The effectiveness of benzo(a)pyrene [B(a)P]-DNA binding as an internal dosimeter was evaluated. Data were obtained from concurrent studies, measuring B(a)P induced genotoxic effects and DNA adducts in several short-term bioassay systems: cytotoxicity, gene mutation, and sister chromatid exchange in Chinese hamster V79 cells; cytotoxicity, gene mutation, and chromosome aberrations in mouse lymphoma L5178Y TK+/-; cytotoxicity and enhanced virus transformation in Syrian hamster embryo cells; and cytotoxicity and morphological transformation in C3H10T1/2CL8 mouse embryo fibroblasts. Both total B(a)P-DNA binding and specific B(a)P-DNA adducts were measured.
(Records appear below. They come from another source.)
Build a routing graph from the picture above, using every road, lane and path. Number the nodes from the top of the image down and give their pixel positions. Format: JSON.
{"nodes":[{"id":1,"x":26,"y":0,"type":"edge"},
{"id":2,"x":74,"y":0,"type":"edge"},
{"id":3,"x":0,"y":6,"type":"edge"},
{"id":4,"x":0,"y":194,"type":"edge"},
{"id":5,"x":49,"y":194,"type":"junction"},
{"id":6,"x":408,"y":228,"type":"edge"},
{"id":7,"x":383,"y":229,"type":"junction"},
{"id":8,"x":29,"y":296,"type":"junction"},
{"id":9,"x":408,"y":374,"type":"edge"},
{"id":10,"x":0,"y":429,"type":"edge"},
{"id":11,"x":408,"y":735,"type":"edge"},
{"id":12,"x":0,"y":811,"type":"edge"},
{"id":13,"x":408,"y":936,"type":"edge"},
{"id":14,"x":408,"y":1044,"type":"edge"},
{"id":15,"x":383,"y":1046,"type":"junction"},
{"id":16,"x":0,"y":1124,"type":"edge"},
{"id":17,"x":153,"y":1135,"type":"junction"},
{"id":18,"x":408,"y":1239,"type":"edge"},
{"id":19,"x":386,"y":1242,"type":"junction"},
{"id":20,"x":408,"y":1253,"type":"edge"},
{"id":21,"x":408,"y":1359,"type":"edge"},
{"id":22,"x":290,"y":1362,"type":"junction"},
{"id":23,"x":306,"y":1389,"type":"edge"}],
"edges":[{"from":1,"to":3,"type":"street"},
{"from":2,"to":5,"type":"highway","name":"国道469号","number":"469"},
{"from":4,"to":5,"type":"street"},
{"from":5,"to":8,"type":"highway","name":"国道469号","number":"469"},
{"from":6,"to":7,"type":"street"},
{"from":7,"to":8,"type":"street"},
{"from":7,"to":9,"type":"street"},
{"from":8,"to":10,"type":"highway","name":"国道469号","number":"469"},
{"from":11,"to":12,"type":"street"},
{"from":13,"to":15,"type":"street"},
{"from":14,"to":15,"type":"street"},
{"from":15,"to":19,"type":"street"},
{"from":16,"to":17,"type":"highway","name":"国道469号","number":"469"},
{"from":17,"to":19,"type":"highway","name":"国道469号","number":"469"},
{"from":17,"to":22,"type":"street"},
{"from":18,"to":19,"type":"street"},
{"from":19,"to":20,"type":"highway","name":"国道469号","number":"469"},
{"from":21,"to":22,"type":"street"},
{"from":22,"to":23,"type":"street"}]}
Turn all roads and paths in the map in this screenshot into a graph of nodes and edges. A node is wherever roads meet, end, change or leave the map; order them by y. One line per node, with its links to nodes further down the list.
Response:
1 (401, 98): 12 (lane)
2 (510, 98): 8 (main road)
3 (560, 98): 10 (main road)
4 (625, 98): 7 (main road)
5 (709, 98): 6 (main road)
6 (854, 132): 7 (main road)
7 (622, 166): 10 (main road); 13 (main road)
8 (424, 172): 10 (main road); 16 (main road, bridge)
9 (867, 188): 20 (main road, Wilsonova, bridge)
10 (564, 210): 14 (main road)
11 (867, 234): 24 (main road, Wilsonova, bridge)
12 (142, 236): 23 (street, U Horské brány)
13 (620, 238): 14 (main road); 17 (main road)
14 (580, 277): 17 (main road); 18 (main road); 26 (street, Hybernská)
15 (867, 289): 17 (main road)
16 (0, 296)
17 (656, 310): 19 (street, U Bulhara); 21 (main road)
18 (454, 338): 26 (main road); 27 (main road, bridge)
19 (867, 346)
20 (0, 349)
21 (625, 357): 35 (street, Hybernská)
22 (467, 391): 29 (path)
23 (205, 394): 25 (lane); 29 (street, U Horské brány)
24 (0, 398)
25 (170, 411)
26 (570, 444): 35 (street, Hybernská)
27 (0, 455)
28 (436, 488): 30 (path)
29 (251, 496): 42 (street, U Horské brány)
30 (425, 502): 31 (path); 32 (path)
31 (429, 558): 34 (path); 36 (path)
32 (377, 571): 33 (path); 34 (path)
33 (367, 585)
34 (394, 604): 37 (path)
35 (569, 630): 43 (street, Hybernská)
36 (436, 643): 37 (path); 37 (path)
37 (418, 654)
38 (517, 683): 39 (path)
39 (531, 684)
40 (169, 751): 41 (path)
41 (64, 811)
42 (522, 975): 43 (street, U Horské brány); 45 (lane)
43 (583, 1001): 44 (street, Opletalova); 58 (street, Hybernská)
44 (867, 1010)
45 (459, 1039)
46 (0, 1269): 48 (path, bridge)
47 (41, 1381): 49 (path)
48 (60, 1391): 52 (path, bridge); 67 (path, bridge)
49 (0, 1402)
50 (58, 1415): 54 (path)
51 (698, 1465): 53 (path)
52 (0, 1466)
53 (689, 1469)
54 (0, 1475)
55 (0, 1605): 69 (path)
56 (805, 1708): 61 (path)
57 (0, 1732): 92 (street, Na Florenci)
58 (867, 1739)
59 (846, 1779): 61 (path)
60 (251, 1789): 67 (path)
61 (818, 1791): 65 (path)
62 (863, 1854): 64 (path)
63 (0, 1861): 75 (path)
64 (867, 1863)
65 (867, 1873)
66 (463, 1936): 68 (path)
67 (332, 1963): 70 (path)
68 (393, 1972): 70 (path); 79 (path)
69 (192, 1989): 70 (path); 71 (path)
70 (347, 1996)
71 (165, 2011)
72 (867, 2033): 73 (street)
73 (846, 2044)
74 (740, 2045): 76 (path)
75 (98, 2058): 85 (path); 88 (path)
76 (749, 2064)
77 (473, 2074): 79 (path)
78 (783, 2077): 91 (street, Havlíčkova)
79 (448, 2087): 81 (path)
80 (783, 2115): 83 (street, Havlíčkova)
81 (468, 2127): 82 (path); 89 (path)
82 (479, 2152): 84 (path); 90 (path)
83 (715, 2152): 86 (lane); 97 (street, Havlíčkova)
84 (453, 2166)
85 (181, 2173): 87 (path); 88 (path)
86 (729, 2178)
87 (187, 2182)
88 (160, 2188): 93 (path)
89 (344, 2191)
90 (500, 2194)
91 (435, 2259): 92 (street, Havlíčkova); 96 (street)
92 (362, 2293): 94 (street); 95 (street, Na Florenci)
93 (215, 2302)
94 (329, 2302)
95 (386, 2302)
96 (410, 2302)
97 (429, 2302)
N2-(10 beta-[7 beta,8 alpha,9 alpha-trihydroxy-7,8,9,10-tetrahydrobenzo(a)pyrene]yl)deoxyguanosine [BPDE I-dGuo] was one of the major adducts identified in all bioassay systems. DNA binding and genotoxic responses varied significantly between bioassays. Each genetic end point was induced with a differing efficiency on a per adduct basis. However, the relationships between frequency of genetic effect or morphological transformation and B(a)P-DNA binding or BPDE I-dGuo were linear within a given assay. In order to compare biological end points of diverse frequencies in diverse biological systems, a doubling adduct level, expressed as the number of BPDE I-dGuo adducts per unit of DNA required to double the induced frequency of biological response, was applied to the data.